The proceedings in Room 5, Marion Superior Court, were instituted by the petitioners against the relator herein on the theory that by virtue of the former decree of that court granting unto the the deceased wife, Mariam Waldo Gregory, a divorce and the custody of the minor children of the parties, that said Superior Court, Room 5, retained jurisdiction of the children, and that any action seeking to modify the former divorce decree with respect thereto would properly be instituted in that court. Under the better reasoned authority it would appear that the divorce proceedings terminated entirely and died with the death of the former wife of relator on February 27, 1960. Bryan v. Lyon et al. (1885), 104 Ind. 227, 3 N. E. 880; 74 A. L. R., 1352, 1353, (1931) ; 39 A. L. R. 2d 258, 260, (1955); 2 A. L. R. 2d Supp. Service 2791, (1960) and cases cited. Relator contends that his appearance to defend against the *49ex parte intervention and modification, orders in the action in Superior Court, Room 5, did not confer or revive jurisdiction in said proceedings. He cites the following cases and authorities. Morrison v. Morrison (1960), 130 Ind. App. 270, 164 N. E. 2d 113; Hughes v. Bowen (1943), 193 Okla. 269, 143 P. 2d 139; Bryan v. Lyon et al. (1885), 104 Ind. 227, 3 N. E. 880; 54 Am. Rep. 309; State ex rel. Gravelle v. Rensch (1950), 230 Minn. 160, 40 N. W. 2d 881; In re. De Leon (1924), 70 Calif. App. 1, 232 Pac. 738; Woodford v. Superior Court (1957), 82 Ariz. 181, 309 P. 2d 973; 39 A. L. R. 2d 260, 278.

At the hearing on March 18, 1960, on the intervening petition filed in cause No. C-7250, the divorce case in Marion Superior Court, Room 5, there was a finding by the court reading in pertinent part as follows:

“ . . . and the parties now advising the Court that they are now in agreement and having stipulated sufficient facts to the Court, the Court being duly and sufficiently advised in the premises now finds for the intervening petitioners, Florence Cartlidge and Martha Spangler and against the Plaintiff, James R. Gregory on his answer to said petition; ...”
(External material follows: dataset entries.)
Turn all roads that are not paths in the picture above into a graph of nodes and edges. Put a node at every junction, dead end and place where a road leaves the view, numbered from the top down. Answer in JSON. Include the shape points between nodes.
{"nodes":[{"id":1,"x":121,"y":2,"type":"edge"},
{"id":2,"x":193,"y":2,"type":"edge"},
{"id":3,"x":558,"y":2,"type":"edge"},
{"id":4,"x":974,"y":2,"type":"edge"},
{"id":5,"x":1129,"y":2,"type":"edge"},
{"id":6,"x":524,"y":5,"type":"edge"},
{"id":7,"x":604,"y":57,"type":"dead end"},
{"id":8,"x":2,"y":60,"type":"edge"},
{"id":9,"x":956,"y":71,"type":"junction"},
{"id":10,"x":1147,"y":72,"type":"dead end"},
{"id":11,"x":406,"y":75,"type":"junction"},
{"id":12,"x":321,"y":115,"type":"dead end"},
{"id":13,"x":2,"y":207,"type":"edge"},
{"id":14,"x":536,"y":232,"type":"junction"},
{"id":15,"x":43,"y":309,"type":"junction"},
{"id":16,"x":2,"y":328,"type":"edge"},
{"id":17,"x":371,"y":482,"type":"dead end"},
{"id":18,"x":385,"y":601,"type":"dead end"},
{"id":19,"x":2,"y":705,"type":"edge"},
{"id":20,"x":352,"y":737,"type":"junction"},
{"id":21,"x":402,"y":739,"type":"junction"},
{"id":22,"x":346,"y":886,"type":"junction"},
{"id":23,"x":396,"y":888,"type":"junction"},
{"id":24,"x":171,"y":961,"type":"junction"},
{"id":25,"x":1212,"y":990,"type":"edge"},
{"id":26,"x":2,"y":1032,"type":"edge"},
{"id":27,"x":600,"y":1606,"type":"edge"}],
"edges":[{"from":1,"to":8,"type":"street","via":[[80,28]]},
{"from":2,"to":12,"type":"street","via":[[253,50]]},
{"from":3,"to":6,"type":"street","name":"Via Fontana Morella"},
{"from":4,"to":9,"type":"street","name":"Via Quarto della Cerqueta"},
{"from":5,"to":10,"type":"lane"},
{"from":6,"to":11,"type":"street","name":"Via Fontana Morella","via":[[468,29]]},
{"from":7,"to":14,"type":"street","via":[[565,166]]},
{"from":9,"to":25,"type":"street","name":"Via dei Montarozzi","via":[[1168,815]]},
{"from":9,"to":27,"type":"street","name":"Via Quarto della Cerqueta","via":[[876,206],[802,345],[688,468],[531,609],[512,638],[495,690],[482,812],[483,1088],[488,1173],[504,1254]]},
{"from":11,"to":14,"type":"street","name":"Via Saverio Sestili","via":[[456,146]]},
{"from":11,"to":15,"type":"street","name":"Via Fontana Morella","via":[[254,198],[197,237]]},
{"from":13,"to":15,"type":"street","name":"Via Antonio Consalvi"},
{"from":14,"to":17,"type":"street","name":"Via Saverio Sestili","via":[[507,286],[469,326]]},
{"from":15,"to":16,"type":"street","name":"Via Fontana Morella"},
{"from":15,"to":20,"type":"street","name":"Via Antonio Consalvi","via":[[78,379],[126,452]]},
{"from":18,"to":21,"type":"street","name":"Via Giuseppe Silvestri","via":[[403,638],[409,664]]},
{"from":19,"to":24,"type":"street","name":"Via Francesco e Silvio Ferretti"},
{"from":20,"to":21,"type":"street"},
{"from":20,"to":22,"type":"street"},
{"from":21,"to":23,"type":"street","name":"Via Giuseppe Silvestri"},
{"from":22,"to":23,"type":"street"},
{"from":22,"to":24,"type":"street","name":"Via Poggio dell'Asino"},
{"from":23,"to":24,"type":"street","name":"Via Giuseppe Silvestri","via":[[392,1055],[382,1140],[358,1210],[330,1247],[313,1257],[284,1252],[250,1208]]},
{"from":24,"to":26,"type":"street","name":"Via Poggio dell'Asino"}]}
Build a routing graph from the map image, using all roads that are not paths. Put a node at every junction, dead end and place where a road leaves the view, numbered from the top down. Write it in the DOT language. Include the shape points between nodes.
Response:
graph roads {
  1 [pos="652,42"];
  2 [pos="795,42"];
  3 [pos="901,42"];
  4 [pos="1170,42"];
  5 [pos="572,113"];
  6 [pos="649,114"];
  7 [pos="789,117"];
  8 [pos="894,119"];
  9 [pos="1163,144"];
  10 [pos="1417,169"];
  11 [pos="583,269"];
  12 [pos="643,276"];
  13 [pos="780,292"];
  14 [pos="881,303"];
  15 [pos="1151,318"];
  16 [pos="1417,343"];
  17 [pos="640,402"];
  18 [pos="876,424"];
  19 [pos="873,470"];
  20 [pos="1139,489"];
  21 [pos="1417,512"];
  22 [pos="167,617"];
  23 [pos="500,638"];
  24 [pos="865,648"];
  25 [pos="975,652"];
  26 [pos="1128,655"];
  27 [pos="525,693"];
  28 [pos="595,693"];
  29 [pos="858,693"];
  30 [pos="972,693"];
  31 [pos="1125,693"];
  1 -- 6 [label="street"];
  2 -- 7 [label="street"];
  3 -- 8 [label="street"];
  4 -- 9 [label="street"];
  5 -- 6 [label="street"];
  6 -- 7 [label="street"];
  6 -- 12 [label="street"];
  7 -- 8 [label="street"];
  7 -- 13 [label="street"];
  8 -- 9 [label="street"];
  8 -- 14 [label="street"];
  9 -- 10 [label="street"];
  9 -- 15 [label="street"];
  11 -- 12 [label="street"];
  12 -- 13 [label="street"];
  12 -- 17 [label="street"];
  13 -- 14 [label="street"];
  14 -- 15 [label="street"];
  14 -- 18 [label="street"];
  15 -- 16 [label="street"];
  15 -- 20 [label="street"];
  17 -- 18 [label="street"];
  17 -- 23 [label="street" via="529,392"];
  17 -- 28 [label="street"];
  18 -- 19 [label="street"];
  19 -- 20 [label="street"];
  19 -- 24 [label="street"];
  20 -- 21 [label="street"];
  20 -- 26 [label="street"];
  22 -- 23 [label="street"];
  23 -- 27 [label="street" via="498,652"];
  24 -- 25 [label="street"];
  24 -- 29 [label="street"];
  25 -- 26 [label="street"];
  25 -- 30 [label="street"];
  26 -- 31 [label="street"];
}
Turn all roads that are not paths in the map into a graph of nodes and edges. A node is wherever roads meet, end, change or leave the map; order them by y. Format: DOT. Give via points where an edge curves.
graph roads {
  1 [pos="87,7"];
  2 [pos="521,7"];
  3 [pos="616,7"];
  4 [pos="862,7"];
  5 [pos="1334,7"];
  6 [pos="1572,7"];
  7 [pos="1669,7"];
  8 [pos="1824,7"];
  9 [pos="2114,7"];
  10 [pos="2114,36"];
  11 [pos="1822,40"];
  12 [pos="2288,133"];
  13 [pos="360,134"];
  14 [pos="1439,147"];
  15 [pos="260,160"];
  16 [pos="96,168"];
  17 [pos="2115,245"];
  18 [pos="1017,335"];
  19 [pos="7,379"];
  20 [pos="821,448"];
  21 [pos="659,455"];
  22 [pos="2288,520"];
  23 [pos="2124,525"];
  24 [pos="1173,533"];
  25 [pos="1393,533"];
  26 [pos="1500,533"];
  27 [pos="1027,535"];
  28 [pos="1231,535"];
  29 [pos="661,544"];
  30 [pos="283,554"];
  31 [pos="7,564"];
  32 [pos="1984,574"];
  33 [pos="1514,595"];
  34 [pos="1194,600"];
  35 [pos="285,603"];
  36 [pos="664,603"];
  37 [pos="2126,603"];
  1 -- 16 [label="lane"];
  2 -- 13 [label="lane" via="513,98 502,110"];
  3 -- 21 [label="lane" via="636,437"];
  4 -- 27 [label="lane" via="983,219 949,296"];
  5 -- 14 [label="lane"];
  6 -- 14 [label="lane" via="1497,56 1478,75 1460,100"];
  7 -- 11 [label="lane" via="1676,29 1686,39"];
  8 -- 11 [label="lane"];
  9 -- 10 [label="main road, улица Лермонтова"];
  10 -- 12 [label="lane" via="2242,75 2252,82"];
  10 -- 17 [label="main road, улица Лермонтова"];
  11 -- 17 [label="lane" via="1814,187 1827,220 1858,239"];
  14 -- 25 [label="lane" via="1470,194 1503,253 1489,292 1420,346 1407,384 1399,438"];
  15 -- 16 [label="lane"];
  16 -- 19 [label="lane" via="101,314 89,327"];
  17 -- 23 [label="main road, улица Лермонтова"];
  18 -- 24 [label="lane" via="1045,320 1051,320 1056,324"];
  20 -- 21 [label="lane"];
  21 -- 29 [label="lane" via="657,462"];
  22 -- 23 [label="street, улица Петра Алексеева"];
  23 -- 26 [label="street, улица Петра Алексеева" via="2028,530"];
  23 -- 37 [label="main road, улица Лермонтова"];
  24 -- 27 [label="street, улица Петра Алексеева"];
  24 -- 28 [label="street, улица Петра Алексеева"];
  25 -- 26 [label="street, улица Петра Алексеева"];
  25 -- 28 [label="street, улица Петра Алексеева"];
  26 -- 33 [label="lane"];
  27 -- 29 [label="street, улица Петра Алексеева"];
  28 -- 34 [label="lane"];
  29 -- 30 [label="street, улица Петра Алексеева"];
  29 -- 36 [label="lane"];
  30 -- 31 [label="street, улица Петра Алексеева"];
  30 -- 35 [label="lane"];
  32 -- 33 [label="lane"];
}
In the case of Combs v. Gilley (1941), 219 Ind. 139, 145, 36 N. E. 2d 776, this court recited the rule of common law as follows:

“ ‘Both under the common law and the statutes of this State, the natural parents are entitled to the custody of their minor children, except when they are unsuitable persons to be entrusted with their care, control and education.’ Gilmore v. Kiston (1905), 165 Ind. 402, 406, 74 N. E. 1083.”

*50*49We find no inconsistency in the fact that the father on March 18, 1960, saw fit to permit persons *50other than himself to have the care and custody of said minor children. Being entitled on the death of the mother, in the absence of any showing in a proper forum, that he was an unsuitable person to have such care and custody, he would by operation of law, be entitled to have such care and custody, and could for the sake of the children permit such custody to be vested temporarily in persons other than himself.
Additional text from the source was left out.